[To do] Leave out the pictures and transcribe every entry below exactly.

[Provided records]

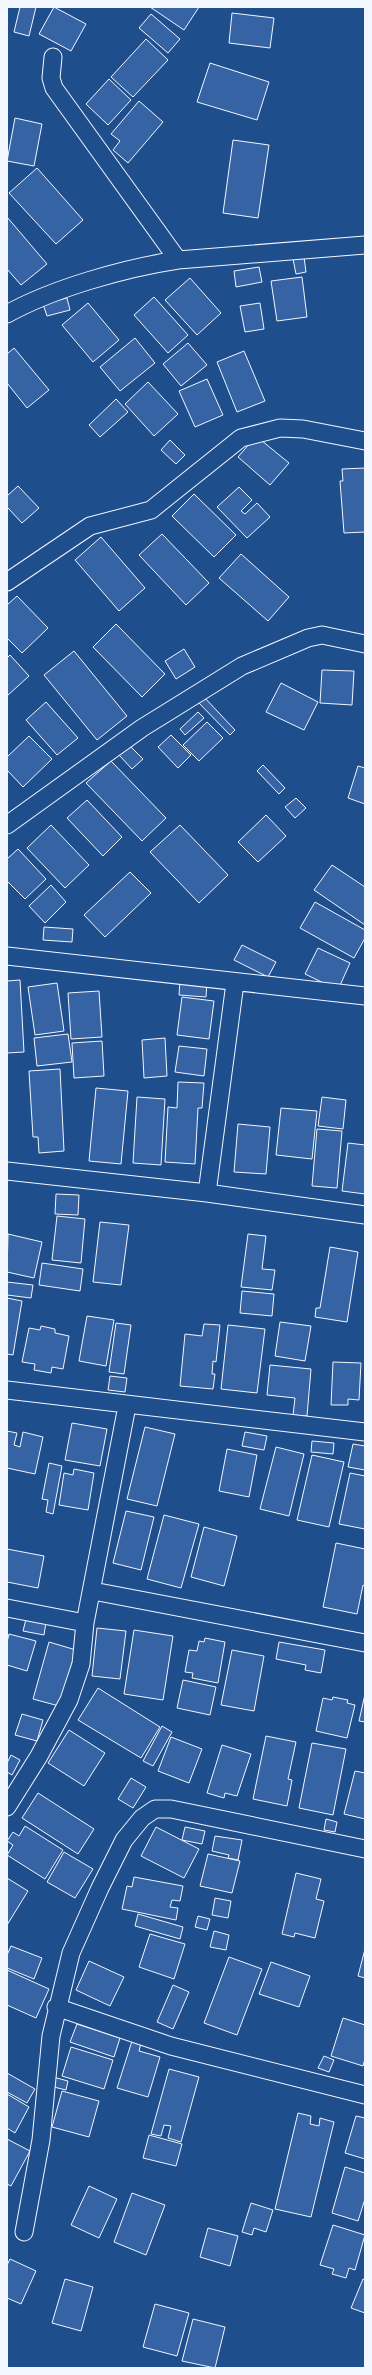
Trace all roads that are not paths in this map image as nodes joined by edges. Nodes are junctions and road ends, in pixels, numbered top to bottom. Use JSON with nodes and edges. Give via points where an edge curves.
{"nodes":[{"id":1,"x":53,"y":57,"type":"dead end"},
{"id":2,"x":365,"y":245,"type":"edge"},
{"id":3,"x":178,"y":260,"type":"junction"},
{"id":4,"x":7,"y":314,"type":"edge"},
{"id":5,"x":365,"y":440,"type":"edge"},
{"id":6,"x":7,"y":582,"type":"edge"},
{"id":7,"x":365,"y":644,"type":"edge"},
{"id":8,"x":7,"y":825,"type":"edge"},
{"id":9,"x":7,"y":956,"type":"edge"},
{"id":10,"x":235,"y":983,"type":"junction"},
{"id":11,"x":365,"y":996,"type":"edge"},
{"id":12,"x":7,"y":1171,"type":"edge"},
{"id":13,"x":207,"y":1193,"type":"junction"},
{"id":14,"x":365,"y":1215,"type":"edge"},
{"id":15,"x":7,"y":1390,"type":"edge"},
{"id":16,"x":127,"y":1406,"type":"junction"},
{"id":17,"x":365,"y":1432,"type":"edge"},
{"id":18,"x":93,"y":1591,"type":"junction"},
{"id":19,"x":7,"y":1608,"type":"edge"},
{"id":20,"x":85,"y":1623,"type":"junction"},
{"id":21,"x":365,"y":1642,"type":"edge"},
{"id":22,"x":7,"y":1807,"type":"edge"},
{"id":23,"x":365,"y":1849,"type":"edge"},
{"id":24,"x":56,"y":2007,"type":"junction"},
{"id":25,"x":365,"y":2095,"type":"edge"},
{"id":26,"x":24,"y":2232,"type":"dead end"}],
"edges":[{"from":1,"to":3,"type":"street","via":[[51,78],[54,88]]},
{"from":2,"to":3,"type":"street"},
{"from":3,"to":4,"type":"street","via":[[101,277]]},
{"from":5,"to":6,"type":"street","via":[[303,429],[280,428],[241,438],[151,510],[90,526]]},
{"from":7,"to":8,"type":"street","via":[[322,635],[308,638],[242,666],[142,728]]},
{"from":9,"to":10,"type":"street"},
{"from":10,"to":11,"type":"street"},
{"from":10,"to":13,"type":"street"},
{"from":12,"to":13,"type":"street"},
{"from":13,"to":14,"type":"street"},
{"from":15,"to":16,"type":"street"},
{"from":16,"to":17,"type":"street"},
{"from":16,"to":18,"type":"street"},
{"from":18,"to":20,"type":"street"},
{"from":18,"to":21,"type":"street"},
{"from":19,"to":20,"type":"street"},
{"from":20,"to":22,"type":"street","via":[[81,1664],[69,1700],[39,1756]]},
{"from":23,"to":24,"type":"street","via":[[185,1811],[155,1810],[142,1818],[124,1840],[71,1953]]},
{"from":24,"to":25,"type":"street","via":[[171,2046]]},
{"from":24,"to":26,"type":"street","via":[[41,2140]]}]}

[Completed task]
Trace all roads that are not paths in this map image as nodes joined by edges. Nodes are junctions and road ends, in pixels, numbered top to bottom. Use JSON with nodes and edges. Give via points where an edge curves.
{"nodes":[{"id":1,"x":53,"y":57,"type":"dead end"},
{"id":2,"x":365,"y":245,"type":"edge"},
{"id":3,"x":178,"y":260,"type":"junction"},
{"id":4,"x":7,"y":314,"type":"edge"},
{"id":5,"x":365,"y":440,"type":"edge"},
{"id":6,"x":7,"y":582,"type":"edge"},
{"id":7,"x":365,"y":644,"type":"edge"},
{"id":8,"x":7,"y":825,"type":"edge"},
{"id":9,"x":7,"y":956,"type":"edge"},
{"id":10,"x":235,"y":983,"type":"junction"},
{"id":11,"x":365,"y":996,"type":"edge"},
{"id":12,"x":7,"y":1171,"type":"edge"},
{"id":13,"x":207,"y":1193,"type":"junction"},
{"id":14,"x":365,"y":1215,"type":"edge"},
{"id":15,"x":7,"y":1390,"type":"edge"},
{"id":16,"x":127,"y":1406,"type":"junction"},
{"id":17,"x":365,"y":1432,"type":"edge"},
{"id":18,"x":93,"y":1591,"type":"junction"},
{"id":19,"x":7,"y":1608,"type":"edge"},
{"id":20,"x":85,"y":1623,"type":"junction"},
{"id":21,"x":365,"y":1642,"type":"edge"},
{"id":22,"x":7,"y":1807,"type":"edge"},
{"id":23,"x":365,"y":1849,"type":"edge"},
{"id":24,"x":56,"y":2007,"type":"junction"},
{"id":25,"x":365,"y":2095,"type":"edge"},
{"id":26,"x":24,"y":2232,"type":"dead end"}],
"edges":[{"from":1,"to":3,"type":"street","via":[[51,78],[54,88]]},
{"from":2,"to":3,"type":"street"},
{"from":3,"to":4,"type":"street","via":[[101,277]]},
{"from":5,"to":6,"type":"street","via":[[303,429],[280,428],[241,438],[151,510],[90,526]]},
{"from":7,"to":8,"type":"street","via":[[322,635],[308,638],[242,666],[142,728]]},
{"from":9,"to":10,"type":"street"},
{"from":10,"to":11,"type":"street"},
{"from":10,"to":13,"type":"street"},
{"from":12,"to":13,"type":"street"},
{"from":13,"to":14,"type":"street"},
{"from":15,"to":16,"type":"street"},
{"from":16,"to":17,"type":"street"},
{"from":16,"to":18,"type":"street"},
{"from":18,"to":20,"type":"street"},
{"from":18,"to":21,"type":"street"},
{"from":19,"to":20,"type":"street"},
{"from":20,"to":22,"type":"street","via":[[81,1664],[69,1700],[39,1756]]},
{"from":23,"to":24,"type":"street","via":[[185,1811],[155,1810],[142,1818],[124,1840],[71,1953]]},
{"from":24,"to":25,"type":"street","via":[[171,2046]]},
{"from":24,"to":26,"type":"street","via":[[41,2140]]}]}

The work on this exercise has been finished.